Le Groenland devrait engager des pourparlers directs avec les États-Unis sans l’intermédiaire du Danemark, a estimé le chef du principal parti d’opposition groenlandais, alors que l’île arctique cherche à répondre aux ambitions renouvelées du président américain Donald Trump concernant son avenir stratégique.
Pele Broberg, dirigeant du parti indépendantiste Naleraq, a déclaré que le gouvernement groenlandais devrait ouvrir un dialogue direct avec Washington, jugeant que la médiation de Copenhague « aliène à la fois le Groenland et les États-Unis ». Naleraq, qui milite pour une indépendance rapide de l’île, a renforcé son poids politique lors des dernières élections, obtenant 25 % des voix et devenant la principale force d’opposition au Parlement.
Le Groenland, territoire autonome du Royaume du Danemark, dispose de son propre gouvernement et de son propre parlement, mais la politique étrangère et la défense relèvent toujours de Copenhague.

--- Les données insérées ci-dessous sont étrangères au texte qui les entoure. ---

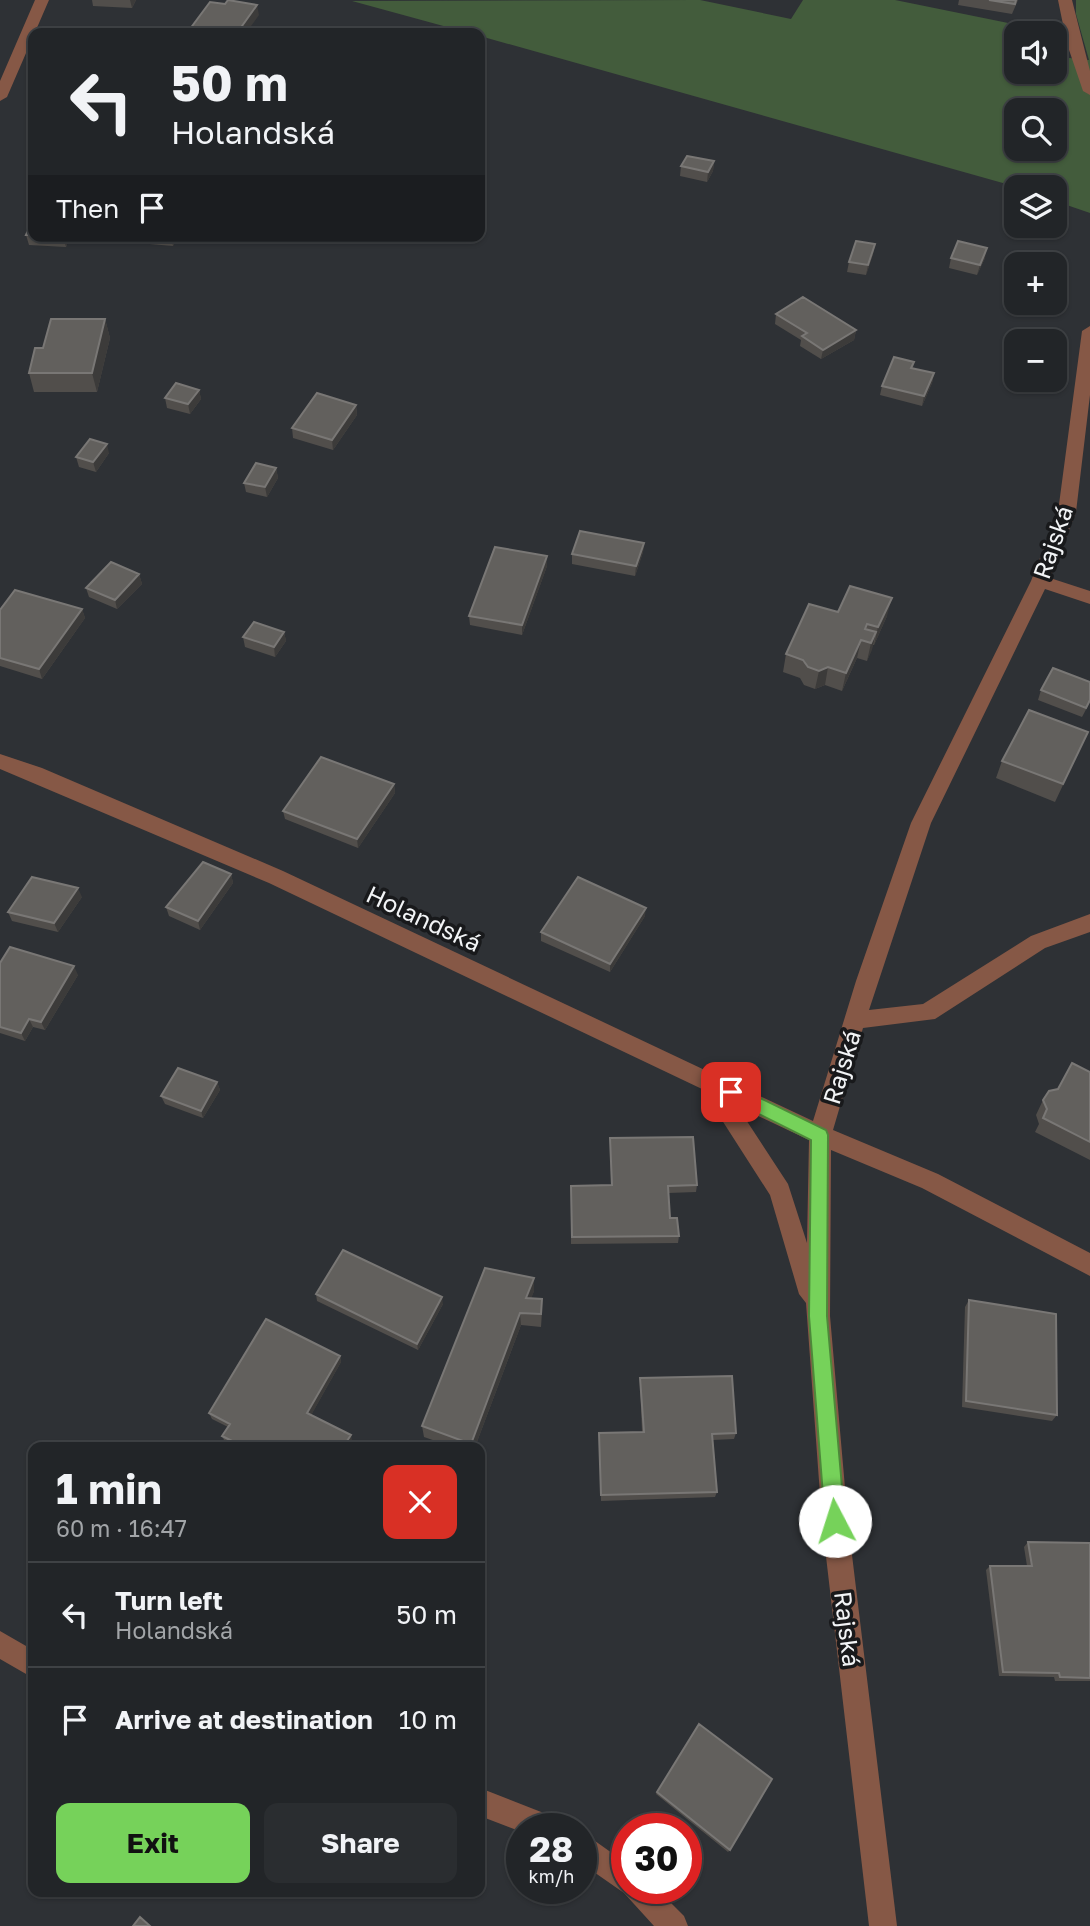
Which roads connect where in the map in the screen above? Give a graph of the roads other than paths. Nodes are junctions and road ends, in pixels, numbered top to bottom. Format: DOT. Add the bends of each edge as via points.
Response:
graph roads {
  1 [pos="42,0"];
  2 [pos="1065,0"];
  3 [pos="30,28"];
  4 [pos="28,32"];
  5 [pos="1090,91"];
  6 [pos="0,97"];
  7 [pos="1090,331"];
  8 [pos="1040,581"];
  9 [pos="1090,598"];
  10 [pos="0,761"];
  11 [pos="1090,923"];
  12 [pos="856,1020"];
  13 [pos="708,1081"];
  14 [pos="820,1135"];
  15 [pos="1090,1265"];
  16 [pos="818,1316"];
  17 [pos="0,1644"];
  18 [pos="28,1662"];
  19 [pos="485,1804"];
  20 [pos="508,1813"];
  21 [pos="597,1857"];
  22 [pos="611,1868"];
  23 [pos="652,1904"];
  24 [pos="674,1926"];
  25 [pos="883,1926"];
  1 -- 3 [label="street"];
  2 -- 5 [label="street"];
  4 -- 6 [label="street"];
  7 -- 8 [label="street, Rajská" via="1067,512"];
  8 -- 9 [label="street"];
  8 -- 12 [label="street, Rajská" via="921,823"];
  10 -- 13 [label="street, Holandská" via="276,877"];
  11 -- 12 [label="street" via="1038,942 927,1013"];
  12 -- 14 [label="street, Rajská"];
  13 -- 14 [label="street, Holandská"];
  13 -- 16 [label="street" via="780,1191"];
  14 -- 15 [label="street, Holandská" via="930,1181"];
  14 -- 16 [label="street, Rajská"];
  16 -- 25 [label="street, Rajská" via="835,1521"];
  17 -- 18 [label="street"];
  19 -- 20 [label="street"];
  21 -- 22 [label="street"];
  23 -- 24 [label="street"];
}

Cette situation juridique limite sa capacité à mener des négociations internationales sans l’aval danois. La ministre groenlandaise des Affaires étrangères, Vivian Motzfeldt, a rappelé que des discussions bilatérales directes avec les États-Unis sans le Danemark n’étaient pas légalement possibles.
Les déclarations de Broberg interviennent alors que Trump a ravivé l’idée, déjà évoquée en 2019, d’un contrôle américain sur le Groenland, soulignant son importance stratégique entre l’Europe et l’Amérique du Nord, ainsi que la richesse de ses ressources minières. Washington considère également l’île comme un maillon clé de son système de défense antimissile et de sa stratégie visant à réduire sa dépendance vis-à-vis de la Chine.

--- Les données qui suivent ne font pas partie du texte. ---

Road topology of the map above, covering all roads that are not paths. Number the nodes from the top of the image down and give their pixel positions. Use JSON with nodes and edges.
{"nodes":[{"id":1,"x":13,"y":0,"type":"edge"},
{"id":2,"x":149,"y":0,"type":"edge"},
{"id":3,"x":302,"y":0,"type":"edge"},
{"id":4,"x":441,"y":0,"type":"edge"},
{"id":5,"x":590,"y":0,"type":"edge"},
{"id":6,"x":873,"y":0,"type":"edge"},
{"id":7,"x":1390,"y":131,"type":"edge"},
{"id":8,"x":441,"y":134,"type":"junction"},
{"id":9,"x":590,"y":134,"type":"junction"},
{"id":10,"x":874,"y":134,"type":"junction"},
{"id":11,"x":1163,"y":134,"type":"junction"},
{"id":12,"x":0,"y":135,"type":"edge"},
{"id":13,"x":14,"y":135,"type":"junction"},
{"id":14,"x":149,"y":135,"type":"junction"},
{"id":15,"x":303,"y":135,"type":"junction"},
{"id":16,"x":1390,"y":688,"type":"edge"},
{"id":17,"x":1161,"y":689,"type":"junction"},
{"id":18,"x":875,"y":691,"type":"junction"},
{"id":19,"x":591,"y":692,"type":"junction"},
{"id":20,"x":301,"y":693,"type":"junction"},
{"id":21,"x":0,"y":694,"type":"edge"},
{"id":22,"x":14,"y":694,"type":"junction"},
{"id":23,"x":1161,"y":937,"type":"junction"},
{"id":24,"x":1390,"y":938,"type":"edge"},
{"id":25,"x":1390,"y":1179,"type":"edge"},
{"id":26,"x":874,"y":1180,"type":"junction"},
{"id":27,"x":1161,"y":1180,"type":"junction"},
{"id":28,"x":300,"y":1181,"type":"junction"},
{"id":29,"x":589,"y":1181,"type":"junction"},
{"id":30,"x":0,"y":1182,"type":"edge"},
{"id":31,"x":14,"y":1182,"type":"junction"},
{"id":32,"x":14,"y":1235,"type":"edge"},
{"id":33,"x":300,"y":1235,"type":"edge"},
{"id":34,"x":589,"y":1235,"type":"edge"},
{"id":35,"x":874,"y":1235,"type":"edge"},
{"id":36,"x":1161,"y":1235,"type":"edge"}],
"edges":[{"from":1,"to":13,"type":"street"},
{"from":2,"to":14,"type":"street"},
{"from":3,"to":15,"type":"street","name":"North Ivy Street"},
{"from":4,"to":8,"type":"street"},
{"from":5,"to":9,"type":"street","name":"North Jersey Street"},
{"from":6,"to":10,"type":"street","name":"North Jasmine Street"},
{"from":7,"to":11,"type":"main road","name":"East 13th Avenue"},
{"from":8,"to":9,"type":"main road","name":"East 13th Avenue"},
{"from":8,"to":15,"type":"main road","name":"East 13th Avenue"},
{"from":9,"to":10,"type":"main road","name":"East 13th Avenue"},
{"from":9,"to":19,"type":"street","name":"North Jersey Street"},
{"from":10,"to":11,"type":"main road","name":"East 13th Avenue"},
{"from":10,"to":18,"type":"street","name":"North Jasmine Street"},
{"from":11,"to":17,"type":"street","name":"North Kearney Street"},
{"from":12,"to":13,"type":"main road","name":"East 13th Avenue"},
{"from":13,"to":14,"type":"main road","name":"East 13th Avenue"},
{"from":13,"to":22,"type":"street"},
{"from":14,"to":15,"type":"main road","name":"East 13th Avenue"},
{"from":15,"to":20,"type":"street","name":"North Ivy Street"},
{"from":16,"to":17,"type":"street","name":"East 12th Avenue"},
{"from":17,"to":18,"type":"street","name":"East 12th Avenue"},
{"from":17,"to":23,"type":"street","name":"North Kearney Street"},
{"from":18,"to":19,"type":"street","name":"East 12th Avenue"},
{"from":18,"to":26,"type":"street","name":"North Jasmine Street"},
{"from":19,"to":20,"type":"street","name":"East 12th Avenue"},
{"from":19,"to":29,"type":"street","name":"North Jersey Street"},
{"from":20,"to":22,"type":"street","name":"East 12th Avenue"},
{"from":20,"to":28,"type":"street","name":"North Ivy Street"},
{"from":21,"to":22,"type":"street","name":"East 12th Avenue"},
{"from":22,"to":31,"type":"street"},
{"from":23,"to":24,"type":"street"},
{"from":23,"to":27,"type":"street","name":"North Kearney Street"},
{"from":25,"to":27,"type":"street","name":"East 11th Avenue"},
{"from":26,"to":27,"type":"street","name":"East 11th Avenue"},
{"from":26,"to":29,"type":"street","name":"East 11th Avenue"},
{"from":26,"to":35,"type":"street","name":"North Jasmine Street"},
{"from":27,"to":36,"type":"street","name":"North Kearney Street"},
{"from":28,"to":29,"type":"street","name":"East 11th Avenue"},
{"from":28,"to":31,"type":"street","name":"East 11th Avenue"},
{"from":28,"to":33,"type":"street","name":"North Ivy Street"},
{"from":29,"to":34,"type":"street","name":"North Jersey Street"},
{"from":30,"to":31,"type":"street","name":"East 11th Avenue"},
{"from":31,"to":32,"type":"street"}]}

Malgré leurs divergences, l’ensemble des partis groenlandais soutiennent à terme l’indépendance, même s’ils diffèrent sur le calendrier et les modalités. Naleraq s’est dit ouvert à un accord de « libre association » avec les États-Unis, qui garantirait une protection militaire et un soutien économique en échange de droits stratégiques, sans intégration formelle au territoire américain.
Une réunion est prévue la semaine prochaine entre le secrétaire d’État américain Marco Rubio, le ministre danois des Affaires étrangères Lars Løkke Rasmussen et la cheffe de la diplomatie groenlandaise, afin de tenter d’apaiser les tensions et de stabiliser les relations entre les alliés de l’OTAN. Copenhague et Nuuk affirment vouloir recentrer le débat dans un cadre diplomatique formel, loin des déclarations abruptes.
Dans ce contexte, les alliés occidentaux s’accordent sur la nécessité de renforcer la présence de l’OTAN dans l’Arctique, tandis que l’Union européenne dit examiner sa réponse en cas de concrétisation des projets américains. Le débat sur l’avenir du Groenland, longtemps cantonné à des cercles stratégiques, s’impose désormais comme un enjeu géopolitique majeur.